Great post; I agree. I like the idea of users doing the curation, which is the approach we take at Trendero.com.
Very good post (and excellent original post from 2008). Data curation *is* a big deal, particularly due to so much information overload. The ability to help people sift through the junk to find useful web-based information revolutionized the role of librarians over the last decade or so. But now, next generation librarians, like me, are looking for ways to harvest and incorporate user-curated data into our products and services.
I guess what I started last week on facebook might be considered manual curation of local golf news (http://golfslo.com/facebook). This is the result of a middle-aged nerd discovering golf.
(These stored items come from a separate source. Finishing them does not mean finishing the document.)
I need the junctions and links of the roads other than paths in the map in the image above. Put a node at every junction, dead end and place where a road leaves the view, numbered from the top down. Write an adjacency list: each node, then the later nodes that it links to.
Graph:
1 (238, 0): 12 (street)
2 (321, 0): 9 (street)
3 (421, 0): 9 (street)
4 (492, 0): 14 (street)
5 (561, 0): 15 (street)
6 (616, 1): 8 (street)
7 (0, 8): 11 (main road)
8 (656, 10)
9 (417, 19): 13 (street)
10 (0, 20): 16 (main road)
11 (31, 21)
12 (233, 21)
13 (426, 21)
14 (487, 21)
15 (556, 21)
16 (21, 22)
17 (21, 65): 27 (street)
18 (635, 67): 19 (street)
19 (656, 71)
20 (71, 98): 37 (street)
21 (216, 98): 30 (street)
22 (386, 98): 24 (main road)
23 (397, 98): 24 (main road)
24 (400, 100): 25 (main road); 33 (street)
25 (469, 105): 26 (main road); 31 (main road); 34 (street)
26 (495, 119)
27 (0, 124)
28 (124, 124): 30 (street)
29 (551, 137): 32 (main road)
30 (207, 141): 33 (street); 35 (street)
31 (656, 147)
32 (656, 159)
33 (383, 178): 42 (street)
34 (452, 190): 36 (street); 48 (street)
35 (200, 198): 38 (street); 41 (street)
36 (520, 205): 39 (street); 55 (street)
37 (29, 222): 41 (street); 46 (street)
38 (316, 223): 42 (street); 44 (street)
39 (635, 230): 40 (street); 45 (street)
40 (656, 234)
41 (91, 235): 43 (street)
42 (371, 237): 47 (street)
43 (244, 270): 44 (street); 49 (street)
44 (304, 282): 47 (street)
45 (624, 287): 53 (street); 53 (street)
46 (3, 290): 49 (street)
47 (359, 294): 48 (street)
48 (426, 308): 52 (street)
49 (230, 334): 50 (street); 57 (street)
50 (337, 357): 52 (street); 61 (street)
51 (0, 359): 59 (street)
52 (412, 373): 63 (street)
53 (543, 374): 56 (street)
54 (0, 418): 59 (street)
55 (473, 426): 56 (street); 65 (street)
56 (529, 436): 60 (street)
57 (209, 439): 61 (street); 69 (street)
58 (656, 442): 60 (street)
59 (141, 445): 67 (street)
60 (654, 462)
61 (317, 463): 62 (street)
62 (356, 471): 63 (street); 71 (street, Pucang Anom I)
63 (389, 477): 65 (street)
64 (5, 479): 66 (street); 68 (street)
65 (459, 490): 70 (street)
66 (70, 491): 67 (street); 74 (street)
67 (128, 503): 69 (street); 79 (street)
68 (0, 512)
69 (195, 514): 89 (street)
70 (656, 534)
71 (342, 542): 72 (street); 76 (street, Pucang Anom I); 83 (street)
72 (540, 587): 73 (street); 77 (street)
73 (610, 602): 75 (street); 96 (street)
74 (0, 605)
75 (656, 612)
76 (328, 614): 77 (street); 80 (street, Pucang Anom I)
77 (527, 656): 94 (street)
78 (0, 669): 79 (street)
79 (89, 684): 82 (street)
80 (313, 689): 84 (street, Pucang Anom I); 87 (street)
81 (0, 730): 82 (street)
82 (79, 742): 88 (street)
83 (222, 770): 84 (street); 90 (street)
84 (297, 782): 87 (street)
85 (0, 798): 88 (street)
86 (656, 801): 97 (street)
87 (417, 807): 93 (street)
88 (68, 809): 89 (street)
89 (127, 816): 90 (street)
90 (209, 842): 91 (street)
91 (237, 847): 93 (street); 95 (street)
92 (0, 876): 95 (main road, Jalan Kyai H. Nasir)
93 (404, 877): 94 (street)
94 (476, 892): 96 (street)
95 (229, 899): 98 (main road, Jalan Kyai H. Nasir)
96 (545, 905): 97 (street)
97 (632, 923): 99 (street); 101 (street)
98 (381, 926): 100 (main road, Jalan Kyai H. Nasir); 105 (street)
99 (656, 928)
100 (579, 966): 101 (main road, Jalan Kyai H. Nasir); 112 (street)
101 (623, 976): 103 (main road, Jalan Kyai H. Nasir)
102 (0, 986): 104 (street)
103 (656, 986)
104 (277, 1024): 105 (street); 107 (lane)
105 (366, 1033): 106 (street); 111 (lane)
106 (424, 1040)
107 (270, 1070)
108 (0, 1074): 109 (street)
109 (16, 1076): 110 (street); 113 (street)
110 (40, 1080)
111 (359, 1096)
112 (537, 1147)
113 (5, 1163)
Need to check out Posterous.
I put together (curated) a blog specifically about social games (www.socialgamenews.com) and it serves two purposes. 1. It provides people who are looking for news about social gaming with a way to find all of the top articles related to a particular story or news event in a very fast and efficient format.2. It creates a chronological archive that can be searched via tagged keywords as well. I am sure many other people are doing the same thing covering different subjects on other blog platforms. (I use Wordpress)
Having managed the sites of a major player in the traditional media space, I can safely say that topic curation by non-professional, anointed experts is a major threat to traditional media companies - particularly if the content is findable. Findability (SEO in particular) will be a major stumbling block as will establishing real avenues for monetization (i.e. going beyond AdWords). Top tier advertisers are still going to the tired, ridiculously thin traditional media sites because of how media buying actually happens. I think curation will be huge; the questions I have revolve around how advertiser dollars will find the curators. This redistribution of media wealth will allow true topic experts, accreditized or not, to develop deeper and more compelling properties. The other problem of findability is also a big one: search engine algorithms seem to penalize single-topic urls relative to multi-topic sites that may be far less valuable to the reader. I'm not sure how either of these problems get fixed to support the natural evolution towards curation and the atomization of topics on the web.
Unless the automated systems are smart and employing a set of sophisticated rules in the content they're gathering, the idea of automated curation just seems to be a bit of a contradiction no?I'm having trouble understanding how "automated curation" could be anything but automation/aggregation in disguise.
@malcolm Bastien, fully agree with you
Here is a quick way to run your own popurls style website: http://www.pythondaddy.com/niftyurls/Powered by django, it's using jQuery and YUI Grids for visual effects and dandy features.Instead of tooltips I used a facebook style lightbox (facebox) and the option of showing a full view of the feed.The whole project is available for download, I made it easy configurable so you can roll your own instance.
Totally agreed here Steve and Pop Urls Brown and Blue Editions are my faves. End of the day its about bringing the best content to one site or platform so others with similar interests can access it easily.